#### Task input ####

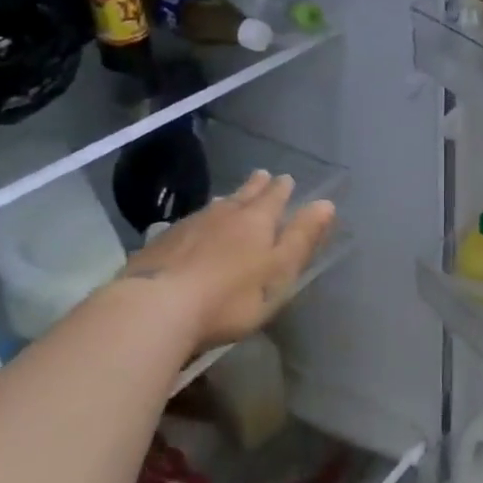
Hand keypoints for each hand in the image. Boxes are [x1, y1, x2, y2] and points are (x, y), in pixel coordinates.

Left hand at [119, 171, 333, 348]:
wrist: (156, 307)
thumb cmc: (231, 296)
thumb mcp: (279, 271)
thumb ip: (302, 238)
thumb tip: (326, 203)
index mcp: (256, 221)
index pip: (274, 197)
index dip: (282, 189)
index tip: (287, 178)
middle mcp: (223, 215)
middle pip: (242, 196)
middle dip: (255, 186)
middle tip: (262, 174)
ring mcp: (188, 227)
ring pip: (214, 207)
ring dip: (227, 201)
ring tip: (230, 198)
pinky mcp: (160, 245)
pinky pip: (188, 224)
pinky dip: (199, 222)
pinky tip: (192, 228)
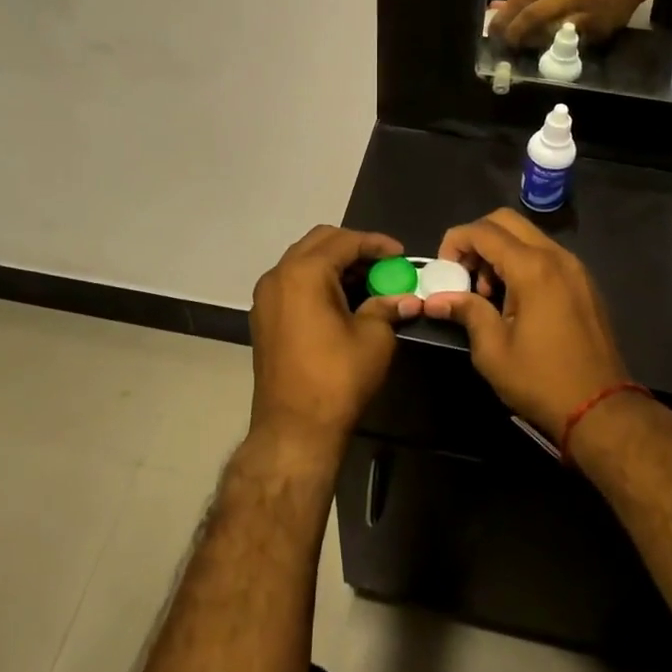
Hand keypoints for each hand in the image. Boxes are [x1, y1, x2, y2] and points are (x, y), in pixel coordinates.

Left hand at [247, 226, 418, 460]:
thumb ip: (387, 307)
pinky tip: (343, 298)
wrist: (294, 429)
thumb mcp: (374, 338)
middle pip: (320, 242)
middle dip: (354, 247)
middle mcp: (278, 275)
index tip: (401, 254)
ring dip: (335, 263)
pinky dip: (318, 281)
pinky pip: (293, 283)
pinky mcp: (263, 317)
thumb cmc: (337, 378)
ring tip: (368, 280)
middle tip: (383, 263)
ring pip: (303, 261)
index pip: (345, 241)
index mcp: (304, 272)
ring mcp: (266, 297)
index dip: (376, 244)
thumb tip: (407, 298)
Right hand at [419, 209, 631, 438]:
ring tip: (488, 294)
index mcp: (532, 268)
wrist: (602, 409)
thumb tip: (434, 300)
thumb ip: (466, 312)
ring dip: (500, 251)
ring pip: (527, 236)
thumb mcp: (493, 350)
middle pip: (506, 221)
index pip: (483, 231)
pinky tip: (514, 300)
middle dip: (477, 239)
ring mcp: (575, 267)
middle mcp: (556, 256)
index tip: (443, 269)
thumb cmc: (541, 380)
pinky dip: (522, 262)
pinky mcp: (584, 282)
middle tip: (464, 273)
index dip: (455, 241)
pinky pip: (545, 254)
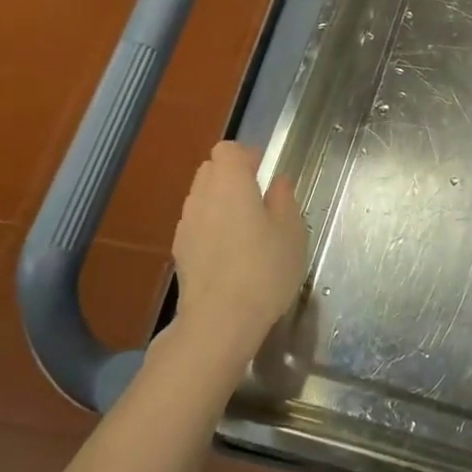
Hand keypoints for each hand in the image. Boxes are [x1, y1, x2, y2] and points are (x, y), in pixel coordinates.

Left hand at [172, 142, 307, 375]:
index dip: (247, 155)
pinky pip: (197, 224)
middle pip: (210, 170)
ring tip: (245, 228)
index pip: (228, 150)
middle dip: (232, 176)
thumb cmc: (264, 269)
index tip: (265, 171)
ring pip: (202, 198)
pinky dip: (211, 227)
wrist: (219, 321)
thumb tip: (278, 182)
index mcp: (230, 182)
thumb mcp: (291, 232)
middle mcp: (202, 196)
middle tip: (259, 197)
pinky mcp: (180, 252)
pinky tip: (231, 253)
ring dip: (220, 202)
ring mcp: (186, 225)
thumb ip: (284, 200)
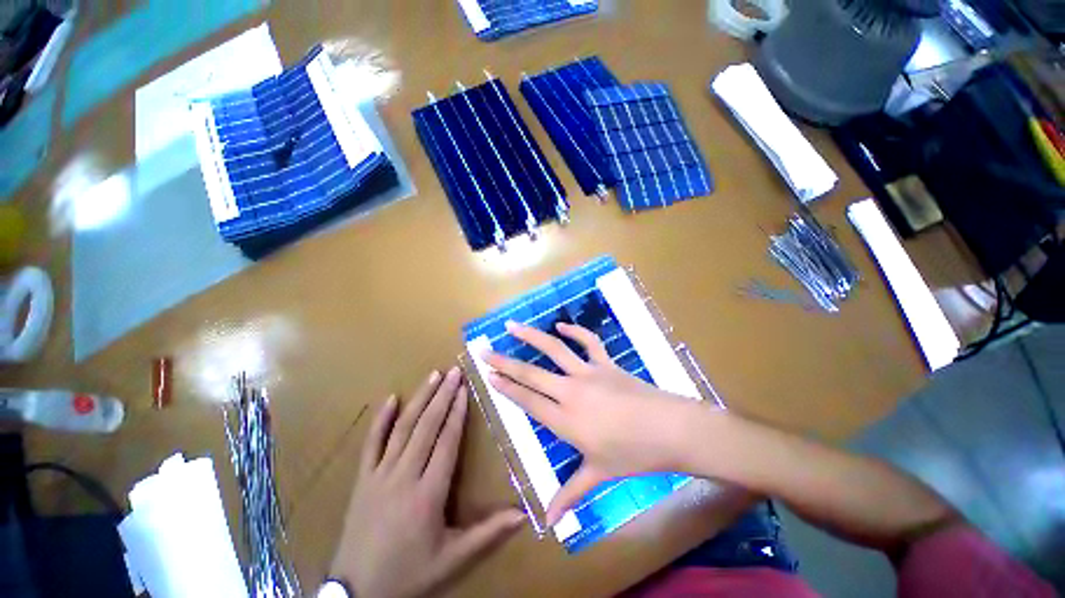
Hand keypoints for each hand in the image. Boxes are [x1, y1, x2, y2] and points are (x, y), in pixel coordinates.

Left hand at [331, 367, 525, 597]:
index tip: (465, 389)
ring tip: (433, 375)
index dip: (457, 412)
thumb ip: (488, 533)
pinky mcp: (362, 480)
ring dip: (419, 399)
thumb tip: (523, 514)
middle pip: (426, 427)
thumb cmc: (409, 574)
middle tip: (454, 371)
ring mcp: (379, 475)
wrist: (357, 594)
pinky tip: (390, 398)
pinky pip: (371, 443)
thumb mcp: (452, 559)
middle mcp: (403, 477)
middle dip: (442, 396)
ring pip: (402, 428)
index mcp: (428, 494)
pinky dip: (381, 419)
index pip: (446, 442)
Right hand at [484, 321, 709, 526]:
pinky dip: (574, 331)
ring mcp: (589, 373)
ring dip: (532, 337)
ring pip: (554, 350)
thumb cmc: (634, 455)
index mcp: (566, 421)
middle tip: (485, 351)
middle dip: (505, 362)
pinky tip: (560, 325)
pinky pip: (588, 342)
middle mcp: (571, 392)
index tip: (488, 375)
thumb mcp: (600, 475)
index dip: (506, 387)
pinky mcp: (606, 363)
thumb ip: (571, 493)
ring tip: (512, 326)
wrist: (671, 430)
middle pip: (531, 374)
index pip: (527, 401)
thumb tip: (549, 522)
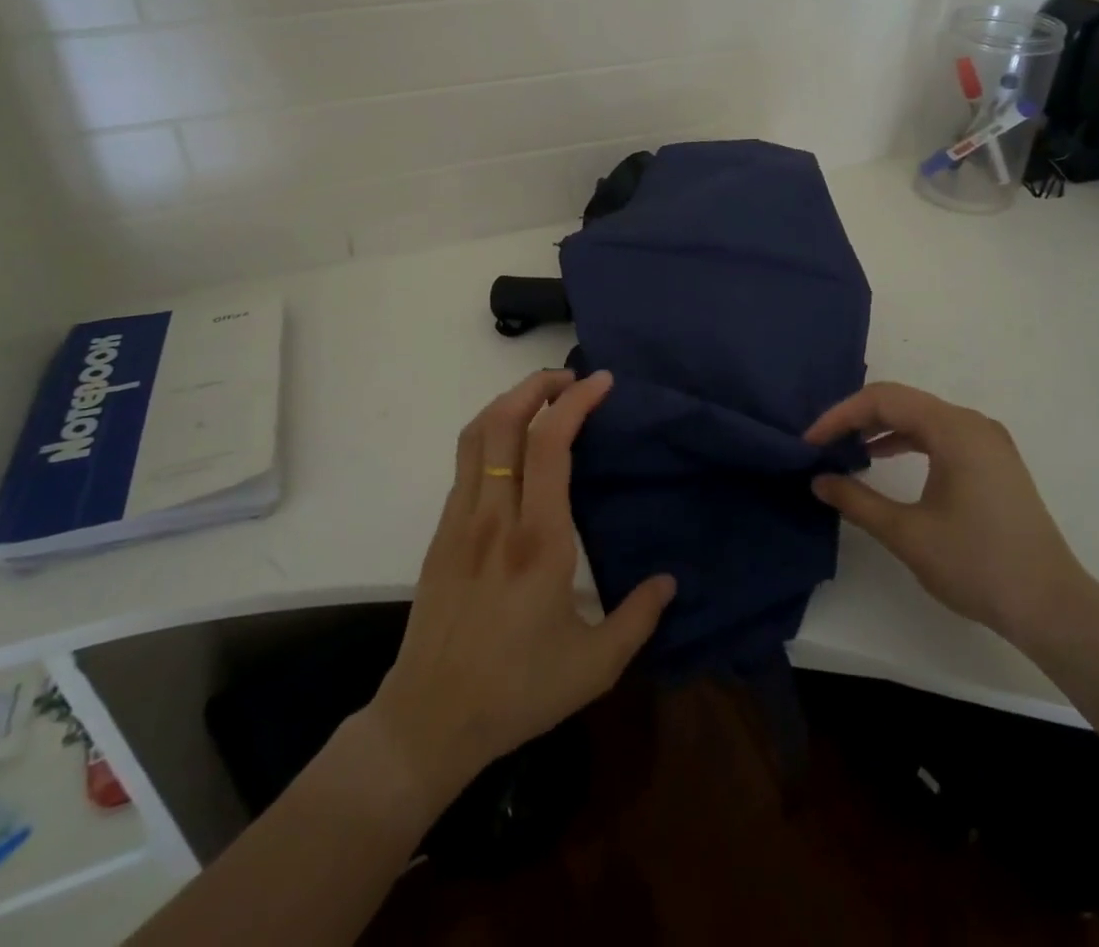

####

Write out exactly the lines that run from the top of the listing above to the line containing "thumb tip: (407, 298)", both ends included. Omit every picture.

Hand keypoints for each hand in the image. Boxes are [x1, y1, x2, y2] and points are (x, y), in pixel coordinates.

Left hand at [119, 171, 333, 348]:
wrist: (156, 307)
thumb cmc: (231, 296)
thumb mcp: (279, 271)
thumb ip: (302, 238)
thumb tip: (326, 203)
index mcp: (256, 221)
index pip: (274, 197)
index dip: (282, 189)
index tip: (287, 178)
middle mcp: (223, 215)
middle pip: (242, 196)
middle dip: (255, 186)
middle tip: (262, 174)
ring mcp: (188, 227)
ring pip: (214, 207)
ring dip: (227, 201)
ring tip: (230, 198)
pinky mcp: (160, 245)
pinky pip: (188, 224)
pinky dip: (199, 222)
pinky tip: (192, 228)
Hand keypoints for each hand in the image. Boxes are [x1, y1, x2, y2] and points are (x, y), in pixel coordinates.

Left hand at [247, 226, 418, 460]:
thumb ip: (387, 307)
pinky tip: (343, 298)
wrist: (294, 429)
thumb mcp: (374, 338)
middle pip: (320, 242)
middle dip: (354, 247)
middle mcp: (278, 275)
index tip: (401, 254)
ring dip: (335, 263)
pinky dip: (318, 281)
pinky pip: (293, 283)
pinky mcp: (263, 317)
thumb cmc: (337, 378)
ring tip: (368, 280)
middle tip: (383, 263)
ring pip: (303, 261)
index pip: (345, 241)
index mcp: (304, 272)
ring mcp: (266, 297)
index dip: (376, 244)
thumb tip: (407, 298)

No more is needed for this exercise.